Thursday, February 12, 2015

Galaxy S6 Concept Video Shows What to Expect

Galaxy S6 Concept Video Shows What to Expect

The Samsung Galaxy S6 is the most anticipated smartphone of early 2015, and our new Galaxy S6 concept combines the latest Galaxy S6 rumors and leaks into our vision of what the Samsung Galaxy S6 may look like.

Samsung is great at keeping their new phone design under wraps until they take the stage, but thanks to several key leaked photos we can share what we think the device will look like when the Galaxy S6 release arrives in the near future.

On March 1st Samsung will host the Samsung Unpacked event with a live stream where the company will show off the new Samsung Galaxy S for 2015, but you don’t have to wait to see what we think this device will look like.
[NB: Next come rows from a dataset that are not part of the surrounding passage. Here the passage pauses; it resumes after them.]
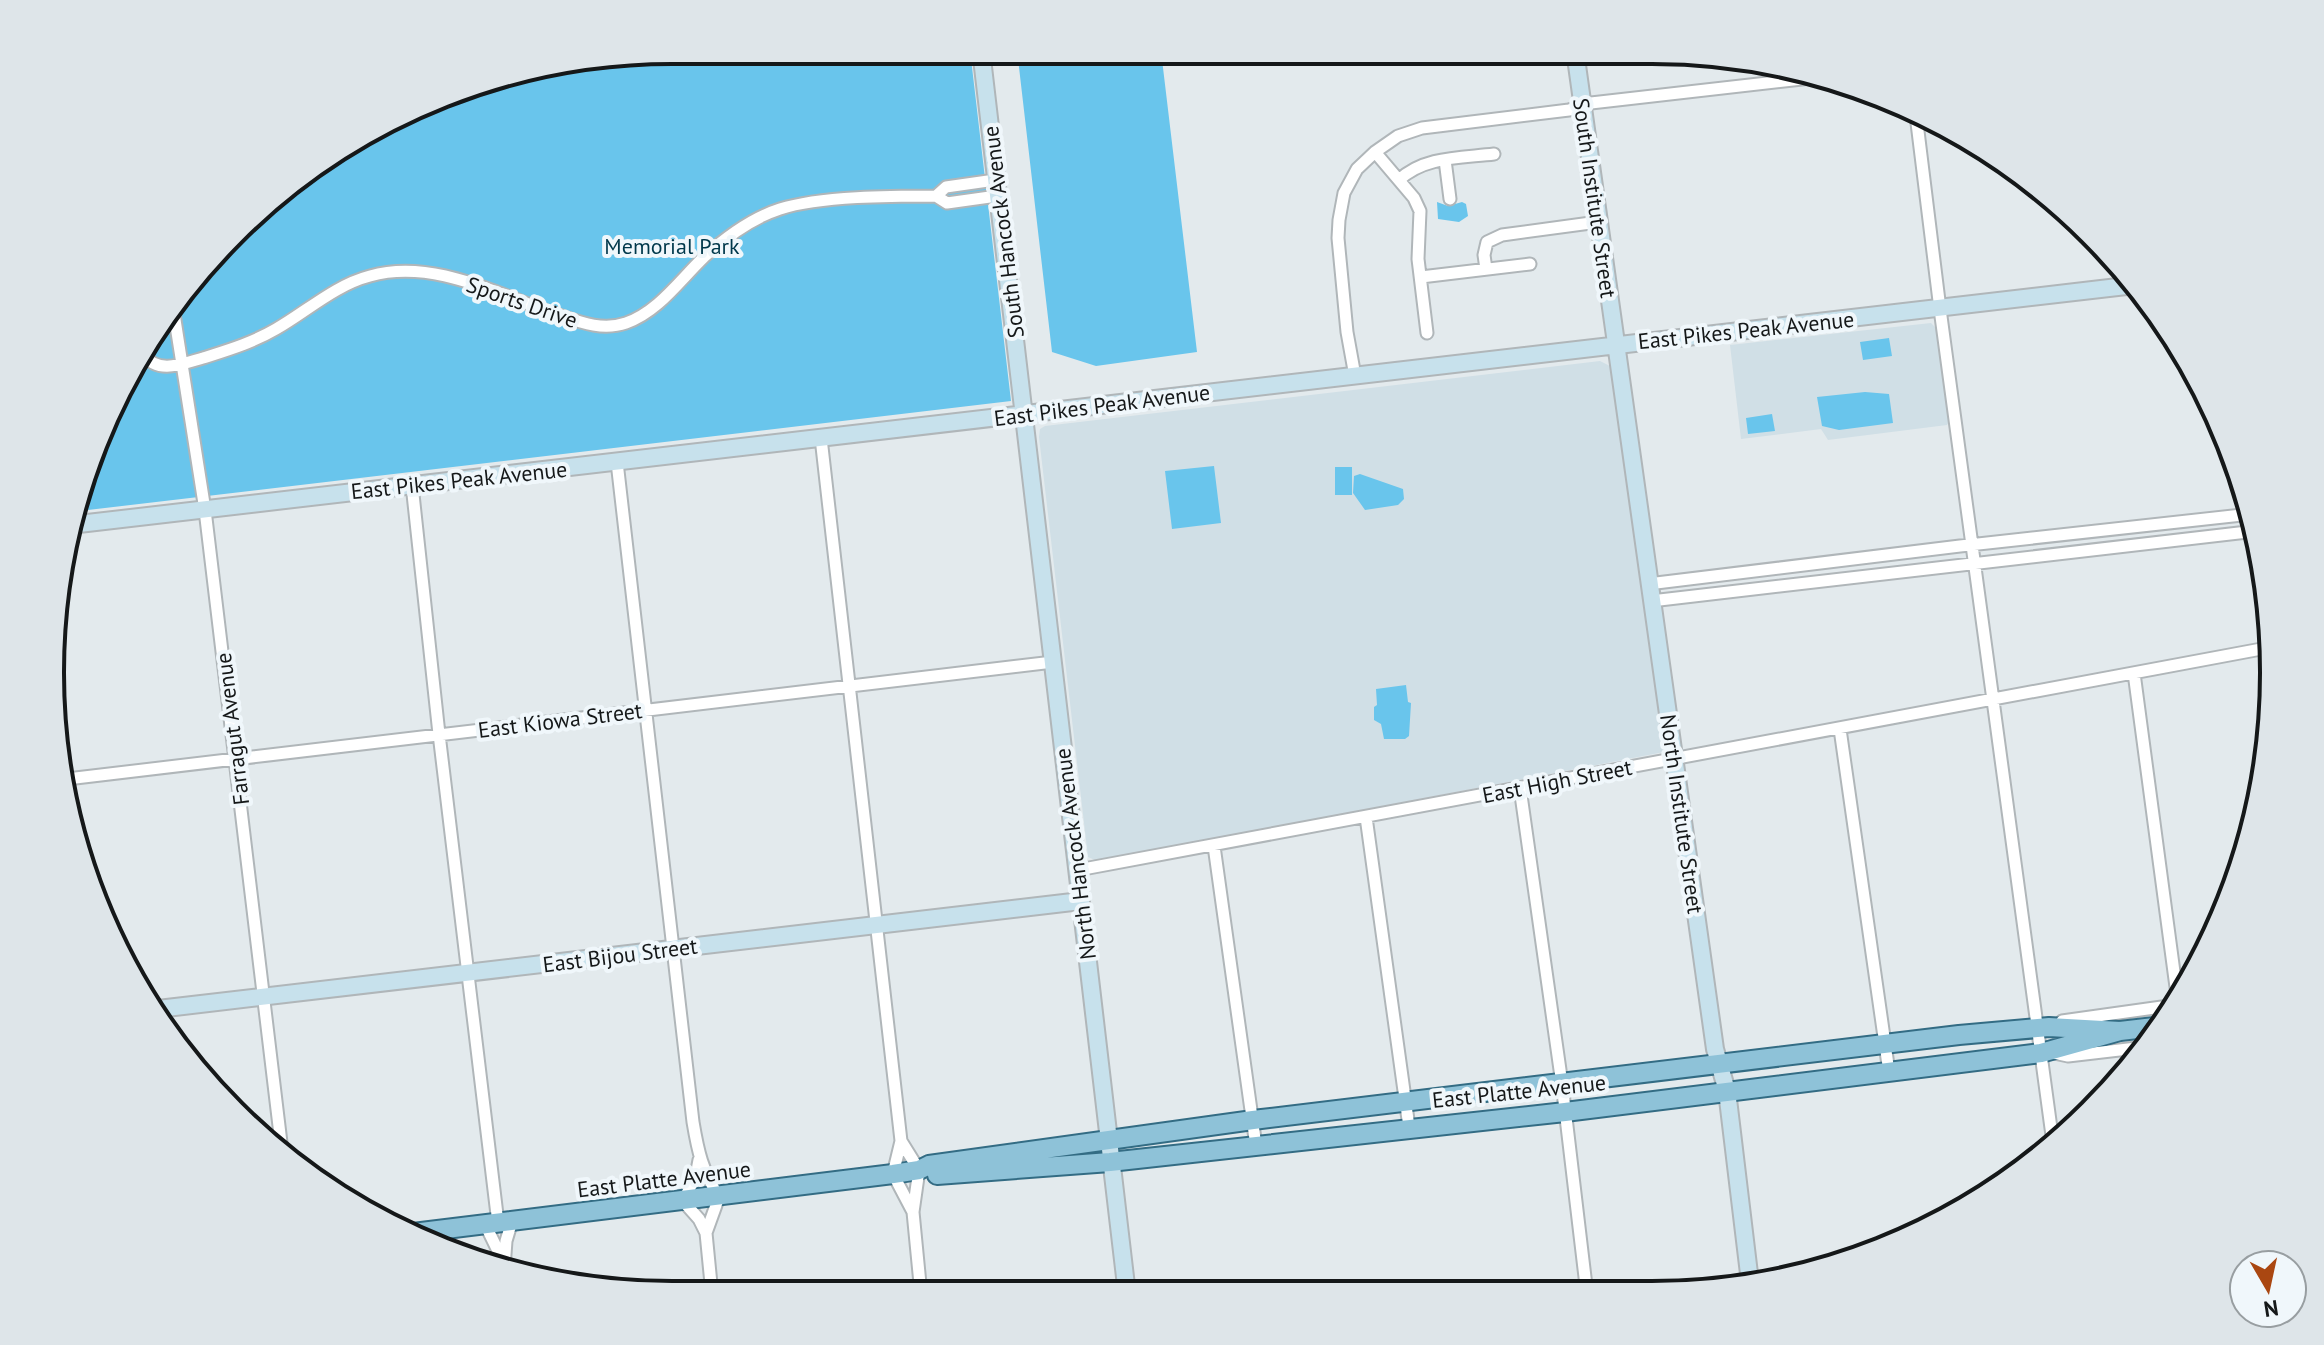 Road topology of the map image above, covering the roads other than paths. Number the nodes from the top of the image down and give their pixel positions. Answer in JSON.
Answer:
{"nodes":[{"id":1,"x":983,"y":64,"type":"edge"},
{"id":2,"x":1577,"y":64,"type":"edge"},
{"id":3,"x":1789,"y":80,"type":"edge"},
{"id":4,"x":1582,"y":107,"type":"junction"},
{"id":5,"x":1917,"y":125,"type":"edge"},
{"id":6,"x":1375,"y":152,"type":"junction"},
{"id":7,"x":1494,"y":154,"type":"dead end"},
{"id":8,"x":1445,"y":160,"type":"junction"},
{"id":9,"x":1399,"y":180,"type":"junction"},
{"id":10,"x":996,"y":188,"type":"junction"},
{"id":11,"x":1450,"y":199,"type":"dead end"},
{"id":12,"x":1598,"y":222,"type":"junction"},
{"id":13,"x":1530,"y":264,"type":"dead end"},
{"id":14,"x":1486,"y":269,"type":"junction"},
{"id":15,"x":1421,"y":277,"type":"junction"},
{"id":16,"x":2122,"y":287,"type":"edge"},
{"id":17,"x":1940,"y":309,"type":"junction"},
{"id":18,"x":176,"y":322,"type":"edge"},
{"id":19,"x":1427,"y":333,"type":"dead end"},
{"id":20,"x":1615,"y":345,"type":"junction"},
{"id":21,"x":150,"y":361,"type":"edge"},
{"id":22,"x":183,"y":364,"type":"junction"},
{"id":23,"x":1355,"y":376,"type":"junction"},
{"id":24,"x":1025,"y":414,"type":"junction"},
{"id":25,"x":821,"y":438,"type":"junction"},
{"id":26,"x":617,"y":462,"type":"junction"},
{"id":27,"x":412,"y":485,"type":"junction"},
{"id":28,"x":205,"y":510,"type":"junction"},
{"id":29,"x":2239,"y":515,"type":"edge"},
{"id":30,"x":83,"y":524,"type":"edge"},
{"id":31,"x":2243,"y":533,"type":"edge"},
{"id":32,"x":1972,"y":544,"type":"junction"},
{"id":33,"x":1975,"y":564,"type":"junction"},
{"id":34,"x":1648,"y":584,"type":"junction"},
{"id":35,"x":1651,"y":601,"type":"junction"},
{"id":36,"x":2259,"y":649,"type":"edge"},
{"id":37,"x":1053,"y":662,"type":"junction"},
{"id":38,"x":2134,"y":673,"type":"junction"},
{"id":39,"x":850,"y":686,"type":"junction"},
{"id":40,"x":1994,"y":699,"type":"junction"},
{"id":41,"x":645,"y":711,"type":"junction"},
{"id":42,"x":1840,"y":729,"type":"junction"},
{"id":43,"x":439,"y":734,"type":"junction"},
{"id":44,"x":1675,"y":758,"type":"junction"},
{"id":45,"x":236,"y":759,"type":"junction"},
{"id":46,"x":74,"y":778,"type":"edge"},
{"id":47,"x":1520,"y":788,"type":"junction"},
{"id":48,"x":1366,"y":817,"type":"junction"},
{"id":49,"x":1214,"y":846,"type":"junction"},
{"id":50,"x":1078,"y":870,"type":"junction"},
{"id":51,"x":1081,"y":901,"type":"junction"},
{"id":52,"x":877,"y":926,"type":"junction"},
{"id":53,"x":672,"y":948,"type":"junction"},
{"id":54,"x":469,"y":973,"type":"junction"},
{"id":55,"x":2174,"y":983,"type":"edge"},
{"id":56,"x":264,"y":996,"type":"junction"},
{"id":57,"x":2160,"y":1007,"type":"edge"},
{"id":58,"x":165,"y":1008,"type":"edge"},
{"id":59,"x":2043,"y":1028,"type":"junction"},
{"id":60,"x":2145,"y":1028,"type":"edge"},
{"id":61,"x":2120,"y":1031,"type":"junction"},
{"id":62,"x":1885,"y":1044,"type":"junction"},
{"id":63,"x":2129,"y":1049,"type":"edge"},
{"id":64,"x":2045,"y":1052,"type":"junction"},
{"id":65,"x":1717,"y":1064,"type":"junction"},
{"id":66,"x":1889,"y":1072,"type":"junction"},
{"id":67,"x":1562,"y":1084,"type":"junction"},
{"id":68,"x":1727,"y":1091,"type":"junction"},
{"id":69,"x":1406,"y":1102,"type":"junction"},
{"id":70,"x":1565,"y":1112,"type":"junction"},
{"id":71,"x":1253,"y":1120,"type":"junction"},
{"id":72,"x":1409,"y":1127,"type":"junction"},
{"id":73,"x":2052,"y":1131,"type":"edge"},
{"id":74,"x":280,"y":1138,"type":"edge"},
{"id":75,"x":1107,"y":1139,"type":"junction"},
{"id":76,"x":901,"y":1141,"type":"junction"},
{"id":77,"x":1256,"y":1146,"type":"junction"},
{"id":78,"x":699,"y":1159,"type":"junction"},
{"id":79,"x":1110,"y":1162,"type":"junction"},
{"id":80,"x":919,"y":1170,"type":"junction"},
{"id":81,"x":893,"y":1174,"type":"junction"},
{"id":82,"x":719,"y":1197,"type":"junction"},
{"id":83,"x":683,"y":1201,"type":"junction"},
{"id":84,"x":913,"y":1212,"type":"junction"},
{"id":85,"x":499,"y":1223,"type":"junction"},
{"id":86,"x":431,"y":1231,"type":"edge"},
{"id":87,"x":706,"y":1233,"type":"junction"},
{"id":88,"x":503,"y":1257,"type":"edge"},
{"id":89,"x":503,"y":1257,"type":"edge"},
{"id":90,"x":1749,"y":1273,"type":"edge"},
{"id":91,"x":711,"y":1281,"type":"edge"},
{"id":92,"x":920,"y":1281,"type":"edge"},
{"id":93,"x":1125,"y":1281,"type":"edge"},
{"id":94,"x":1585,"y":1281,"type":"edge"}],
"edges":[{"from":1,"to":10,"type":"main road","name":"South Hancock Avenue"},
{"from":2,"to":4,"type":"main road","name":"South Institute Street"},
{"from":3,"to":4,"type":"street"},
{"from":4,"to":6,"type":"street"},
{"from":4,"to":12,"type":"main road","name":"South Institute Street"},
{"from":5,"to":17,"type":"street"},
{"from":6,"to":9,"type":"street"},
{"from":6,"to":23,"type":"street"},
{"from":7,"to":8,"type":"street"},
{"from":8,"to":9,"type":"street"},
{"from":8,"to":11,"type":"street"},
{"from":9,"to":15,"type":"street"},
{"from":10,"to":22,"type":"street","name":"Sports Drive"},
{"from":10,"to":24,"type":"main road","name":"South Hancock Avenue"},
{"from":12,"to":14,"type":"street"},
{"from":12,"to":20,"type":"main road","name":"South Institute Street"},
{"from":13,"to":14,"type":"street"},
{"from":14,"to":15,"type":"street"},
{"from":15,"to":19,"type":"street"},
{"from":16,"to":17,"type":"main road","name":"East Pikes Peak Avenue"},
{"from":17,"to":20,"type":"main road","name":"East Pikes Peak Avenue"},
{"from":17,"to":32,"type":"street"},
{"from":18,"to":22,"type":"street","name":"Farragut Avenue"},
{"from":20,"to":23,"type":"main road","name":"East Pikes Peak Avenue"},
{"from":20,"to":34,"type":"main road","name":"North Institute Street"},
{"from":21,"to":22,"type":"street","name":"Sports Drive"},
{"from":22,"to":28,"type":"street","name":"Farragut Avenue"},
{"from":23,"to":24,"type":"main road","name":"East Pikes Peak Avenue"},
{"from":24,"to":25,"type":"main road","name":"East Pikes Peak Avenue"},
{"from":24,"to":37,"type":"main road","name":"North Hancock Avenue"},
{"from":25,"to":26,"type":"main road","name":"East Pikes Peak Avenue"},
{"from":25,"to":39,"type":"street"},
{"from":26,"to":27,"type":"main road","name":"East Pikes Peak Avenue"},
{"from":26,"to":41,"type":"street"},
{"from":27,"to":28,"type":"main road","name":"East Pikes Peak Avenue"},
{"from":27,"to":43,"type":"street"},
{"from":28,"to":30,"type":"main road","name":"East Pikes Peak Avenue"},
{"from":28,"to":45,"type":"street","name":"Farragut Avenue"},
{"from":29,"to":32,"type":"street"},
{"from":31,"to":33,"type":"street"},
{"from":32,"to":33,"type":"street"},
{"from":32,"to":34,"type":"street"},
{"from":33,"to":35,"type":"street"},
{"from":33,"to":40,"type":"street"},
{"from":34,"to":35,"type":"main road","name":"North Institute Street"},
{"from":35,"to":44,"type":"main road","name":"North Institute Street"},
{"from":36,"to":38,"type":"street","name":"East High Street"},
{"from":37,"to":39,"type":"street","name":"East Kiowa Street"},
{"from":37,"to":50,"type":"main road","name":"North Hancock Avenue"},
{"from":38,"to":40,"type":"street","name":"East High Street"},
{"from":38,"to":55,"type":"street"},
{"from":39,"to":41,"type":"street","name":"East Kiowa Street"},
{"from":39,"to":52,"type":"street"},
{"from":40,"to":42,"type":"street","name":"East High Street"},
{"from":40,"to":59,"type":"street"},
{"from":41,"to":43,"type":"street","name":"East Kiowa Street"},
{"from":41,"to":53,"type":"street"},
{"from":42,"to":44,"type":"street","name":"East High Street"},
{"from":42,"to":62,"type":"street"},
{"from":43,"to":45,"type":"street","name":"East Kiowa Street"},
{"from":43,"to":54,"type":"street"},
{"from":44,"to":47,"type":"street","name":"East High Street"},
{"from":44,"to":65,"type":"main road","name":"North Institute Street"},
{"from":45,"to":46,"type":"street","name":"East Kiowa Street"},
{"from":45,"to":56,"type":"street","name":"Farragut Avenue"},
{"from":47,"to":48,"type":"street","name":"East High Street"},
{"from":47,"to":67,"type":"street"},
{"from":48,"to":49,"type":"street","name":"East High Street"},
{"from":48,"to":69,"type":"street"},
{"from":49,"to":50,"type":"street","name":"East High Street"},
{"from":49,"to":71,"type":"street"},
{"from":50,"to":51,"type":"main road","name":"North Hancock Avenue"},
{"from":51,"to":52,"type":"main road","name":"East Bijou Street"},
{"from":51,"to":75,"type":"main road","name":"North Hancock Avenue"},
{"from":52,"to":53,"type":"main road","name":"East Bijou Street"},
{"from":52,"to":76,"type":"street"},
{"from":53,"to":54,"type":"main road","name":"East Bijou Street"},
{"from":53,"to":78,"type":"street"},
{"from":54,"to":56,"type":"main road","name":"East Bijou Street"},
{"from":54,"to":85,"type":"street"},
{"from":56,"to":58,"type":"main road","name":"East Bijou Street"},
{"from":56,"to":74,"type":"street","name":"Farragut Avenue"},
{"from":57,"to":59,"type":"street"},
{"from":59,"to":61,"type":"main road","name":"East Platte Avenue"},
{"from":59,"to":62,"type":"main road","name":"East Platte Avenue"},
{"from":59,"to":64,"type":"street"},
{"from":60,"to":61,"type":"main road","name":"East Platte Avenue"},
{"from":61,"to":64,"type":"main road","name":"East Platte Avenue"},
{"from":62,"to":65,"type":"main road","name":"East Platte Avenue"},
{"from":62,"to":66,"type":"street"},
{"from":63,"to":64,"type":"street"},
{"from":64,"to":66,"type":"main road","name":"East Platte Avenue"},
{"from":64,"to":73,"type":"street"},
{"from":65,"to":67,"type":"main road","name":"East Platte Avenue"},
{"from":65,"to":68,"type":"main road","name":"North Institute Street"},
{"from":66,"to":68,"type":"main road","name":"East Platte Avenue"},
{"from":67,"to":69,"type":"main road","name":"East Platte Avenue"},
{"from":67,"to":70,"type":"street"},
{"from":68,"to":70,"type":"main road","name":"East Platte Avenue"},
{"from":68,"to":90,"type":"main road","name":"North Institute Street"},
{"from":69,"to":71,"type":"main road","name":"East Platte Avenue"},
{"from":69,"to":72,"type":"street"},
{"from":70,"to":72,"type":"main road","name":"East Platte Avenue"},
{"from":70,"to":94,"type":"street"},
{"from":71,"to":75,"type":"main road","name":"East Platte Avenue"},
{"from":71,"to":77,"type":"street"},
{"from":72,"to":77,"type":"main road","name":"East Platte Avenue"},
{"from":75,"to":79,"type":"main road","name":"North Hancock Avenue"},
{"from":75,"to":80,"type":"main road","name":"East Platte Avenue"},
{"from":76,"to":80,"type":"street"},
{"from":76,"to":81,"type":"street"},
{"from":77,"to":79,"type":"main road","name":"East Platte Avenue"},
{"from":78,"to":82,"type":"street"},
{"from":78,"to":83,"type":"street"},
{"from":79,"to":80,"type":"main road","name":"East Platte Avenue"},
{"from":79,"to":93,"type":"main road","name":"North Hancock Avenue"},
{"from":80,"to":81,"type":"main road","name":"East Platte Avenue"},
{"from":80,"to":84,"type":"street"},
{"from":81,"to":82,"type":"main road","name":"East Platte Avenue"},
{"from":81,"to":84,"type":"street"},
{"from":82,"to":83,"type":"main road","name":"East Platte Avenue"},
{"from":82,"to":87,"type":"street"},
{"from":83,"to":85,"type":"main road","name":"East Platte Avenue"},
{"from":83,"to":87,"type":"street"},
{"from":84,"to":92,"type":"street"},
{"from":85,"to":86,"type":"main road","name":"East Platte Avenue"},
{"from":85,"to":88,"type":"street"},
{"from":85,"to":89,"type":"street"},
{"from":87,"to":91,"type":"street"}]}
The Samsung Galaxy S6 concept highlights a new design, 2K display and upgraded metal frame.
The Samsung Galaxy S6 concept highlights a new design, 2K display and upgraded metal frame.
Above you can see what the Galaxy S6 could look like if the leaks are correct and Samsung delivers a huge upgrade from the Galaxy S5 and even the Note 4.

Gotta Be Mobile teamed up with Martin Hajek to bring the Galaxy S6 rumors and leaks to life in realistic renders that offer a sneak peek at Samsung’s next big thing.

Read: Galaxy S5 vs Galaxy S6 Concept

The Samsung Galaxy S6 is a major upgrade for the company, with a focus on premium design that rumors suggest will combine metal and glass to take on the iPhone 6 and finally leave plastic behind.

The Samsung Galaxy S6 leaks clearly show a design that builds on the metal frames of the Galaxy Alpha and Galaxy Note 4 to deliver a metal and glass design that still delivers expandable storage but doesn’t leave room for a user replaceable battery.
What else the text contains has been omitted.